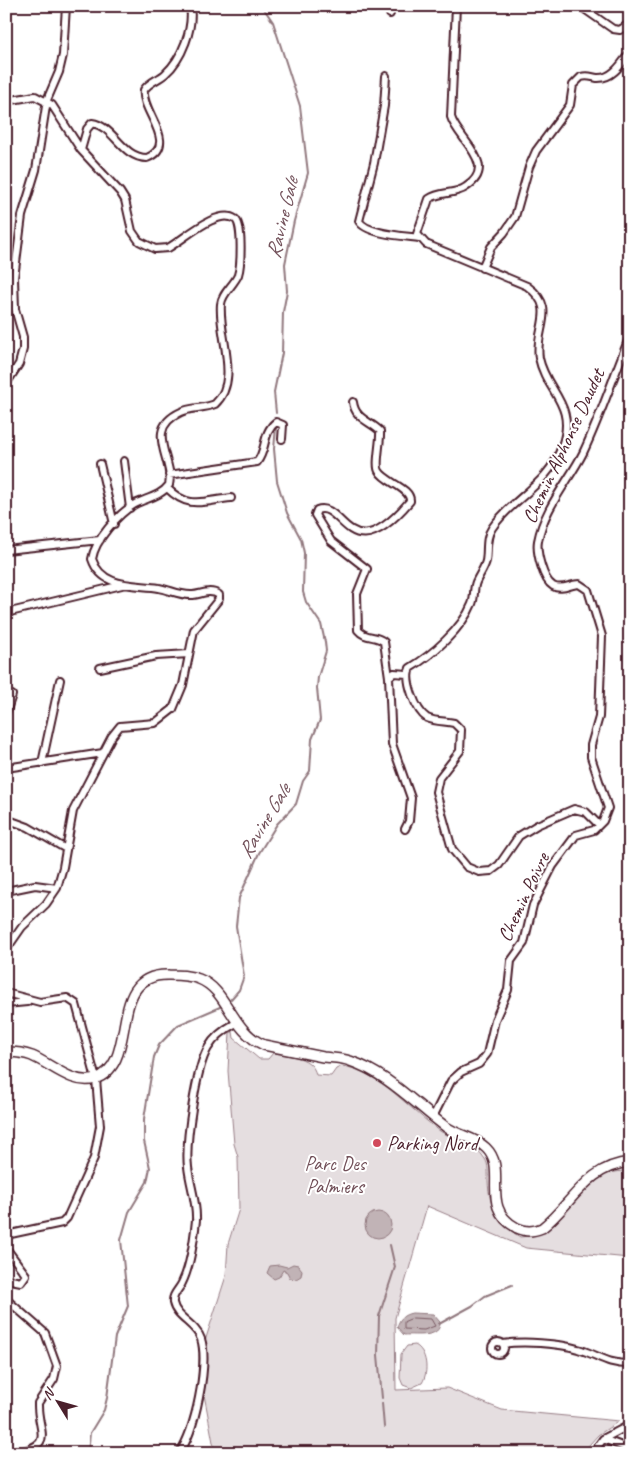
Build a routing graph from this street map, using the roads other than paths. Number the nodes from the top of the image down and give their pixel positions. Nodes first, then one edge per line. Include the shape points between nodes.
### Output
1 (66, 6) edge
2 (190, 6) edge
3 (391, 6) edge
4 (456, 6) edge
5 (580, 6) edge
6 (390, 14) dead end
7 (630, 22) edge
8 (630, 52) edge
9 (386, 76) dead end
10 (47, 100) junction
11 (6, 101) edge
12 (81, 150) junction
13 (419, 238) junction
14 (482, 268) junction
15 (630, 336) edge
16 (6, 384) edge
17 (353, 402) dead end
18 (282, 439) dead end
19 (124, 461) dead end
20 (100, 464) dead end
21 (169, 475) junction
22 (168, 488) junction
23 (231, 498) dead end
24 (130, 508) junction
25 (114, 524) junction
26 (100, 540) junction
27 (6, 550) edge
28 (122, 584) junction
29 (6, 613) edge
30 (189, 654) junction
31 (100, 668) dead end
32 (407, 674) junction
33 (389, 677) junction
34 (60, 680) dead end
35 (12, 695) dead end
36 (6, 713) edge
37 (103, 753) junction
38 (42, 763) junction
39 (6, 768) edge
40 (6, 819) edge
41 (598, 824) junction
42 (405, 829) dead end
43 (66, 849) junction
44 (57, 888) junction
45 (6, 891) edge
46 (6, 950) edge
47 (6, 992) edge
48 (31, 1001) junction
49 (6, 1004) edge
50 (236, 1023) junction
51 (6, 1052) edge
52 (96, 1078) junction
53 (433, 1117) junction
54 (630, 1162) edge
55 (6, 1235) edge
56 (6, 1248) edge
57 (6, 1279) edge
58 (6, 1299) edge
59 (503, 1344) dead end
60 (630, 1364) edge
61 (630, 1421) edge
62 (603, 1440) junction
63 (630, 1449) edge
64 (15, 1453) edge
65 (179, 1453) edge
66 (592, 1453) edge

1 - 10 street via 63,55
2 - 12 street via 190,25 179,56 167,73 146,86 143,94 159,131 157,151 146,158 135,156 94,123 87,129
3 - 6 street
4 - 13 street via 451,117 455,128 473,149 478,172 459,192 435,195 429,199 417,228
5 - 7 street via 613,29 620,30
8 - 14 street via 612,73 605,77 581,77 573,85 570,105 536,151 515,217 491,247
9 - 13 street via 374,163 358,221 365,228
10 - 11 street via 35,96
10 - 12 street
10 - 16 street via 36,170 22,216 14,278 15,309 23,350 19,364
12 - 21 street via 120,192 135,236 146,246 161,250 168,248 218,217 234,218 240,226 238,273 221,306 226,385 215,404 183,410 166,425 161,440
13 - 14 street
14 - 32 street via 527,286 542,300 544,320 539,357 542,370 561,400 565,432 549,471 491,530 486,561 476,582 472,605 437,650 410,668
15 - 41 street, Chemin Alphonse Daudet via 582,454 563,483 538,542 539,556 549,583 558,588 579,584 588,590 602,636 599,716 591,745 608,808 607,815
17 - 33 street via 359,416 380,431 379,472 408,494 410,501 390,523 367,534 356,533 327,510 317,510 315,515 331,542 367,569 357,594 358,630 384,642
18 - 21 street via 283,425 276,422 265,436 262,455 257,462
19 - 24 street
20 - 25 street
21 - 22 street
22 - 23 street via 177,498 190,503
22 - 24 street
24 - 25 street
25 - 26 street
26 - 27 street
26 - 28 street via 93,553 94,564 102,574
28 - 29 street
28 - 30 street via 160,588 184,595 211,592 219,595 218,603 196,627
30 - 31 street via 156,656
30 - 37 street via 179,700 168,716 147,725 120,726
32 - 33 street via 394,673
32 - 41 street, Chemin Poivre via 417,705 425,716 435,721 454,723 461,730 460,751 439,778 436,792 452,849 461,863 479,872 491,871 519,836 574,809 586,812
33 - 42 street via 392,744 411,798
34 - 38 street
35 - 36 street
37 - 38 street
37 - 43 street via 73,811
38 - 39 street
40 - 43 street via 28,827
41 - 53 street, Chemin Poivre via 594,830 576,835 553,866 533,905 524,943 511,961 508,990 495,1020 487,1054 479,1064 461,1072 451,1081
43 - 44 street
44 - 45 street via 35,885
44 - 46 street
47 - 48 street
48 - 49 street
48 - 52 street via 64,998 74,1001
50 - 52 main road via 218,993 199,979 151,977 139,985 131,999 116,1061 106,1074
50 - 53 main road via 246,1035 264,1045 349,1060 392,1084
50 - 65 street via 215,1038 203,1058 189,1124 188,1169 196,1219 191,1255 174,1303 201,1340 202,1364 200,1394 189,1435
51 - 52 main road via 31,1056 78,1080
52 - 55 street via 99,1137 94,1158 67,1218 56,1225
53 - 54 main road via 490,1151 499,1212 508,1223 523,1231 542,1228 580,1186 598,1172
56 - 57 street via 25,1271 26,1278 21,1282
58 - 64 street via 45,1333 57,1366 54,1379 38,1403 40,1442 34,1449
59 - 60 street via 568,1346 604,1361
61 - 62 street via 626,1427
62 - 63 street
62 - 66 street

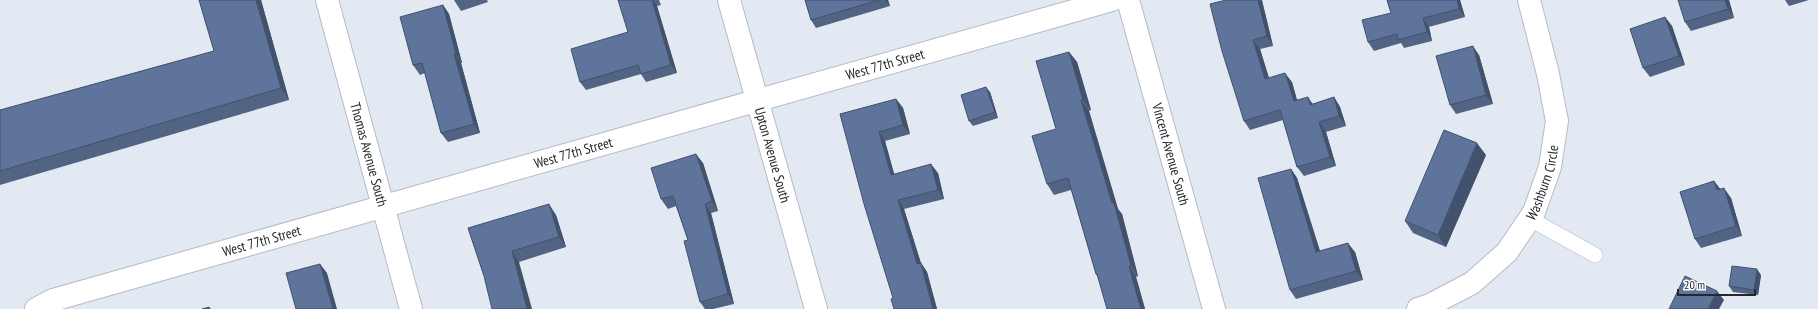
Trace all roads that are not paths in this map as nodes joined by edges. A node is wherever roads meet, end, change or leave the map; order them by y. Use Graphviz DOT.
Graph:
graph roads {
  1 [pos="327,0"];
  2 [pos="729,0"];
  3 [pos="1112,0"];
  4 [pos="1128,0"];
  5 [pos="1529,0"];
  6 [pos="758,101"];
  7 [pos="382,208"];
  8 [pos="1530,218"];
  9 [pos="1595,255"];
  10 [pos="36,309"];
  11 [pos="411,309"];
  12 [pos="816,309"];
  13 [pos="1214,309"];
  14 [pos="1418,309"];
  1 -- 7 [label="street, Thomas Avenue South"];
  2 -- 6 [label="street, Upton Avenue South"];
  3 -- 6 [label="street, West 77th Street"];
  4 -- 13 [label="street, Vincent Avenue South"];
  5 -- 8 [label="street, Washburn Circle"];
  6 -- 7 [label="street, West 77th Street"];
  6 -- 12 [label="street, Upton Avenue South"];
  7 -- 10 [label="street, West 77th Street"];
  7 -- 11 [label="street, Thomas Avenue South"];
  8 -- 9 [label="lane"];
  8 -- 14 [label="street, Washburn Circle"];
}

* * *

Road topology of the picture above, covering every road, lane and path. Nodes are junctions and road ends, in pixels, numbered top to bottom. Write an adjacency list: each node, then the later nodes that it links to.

> _Work order_
Where does "paths" appear in the listing? Show every line that has it.

> _Result_
Build a routing graph from this street map, using the roads other than paths. Number the nodes from the top of the image down and give their pixel positions. Nodes first, then one edge per line. Include the shape points between nodes.
Trace all roads that are not paths in this map as nodes joined by edges. A node is wherever roads meet, end, change or leave the map; order them by y. Use Graphviz DOT.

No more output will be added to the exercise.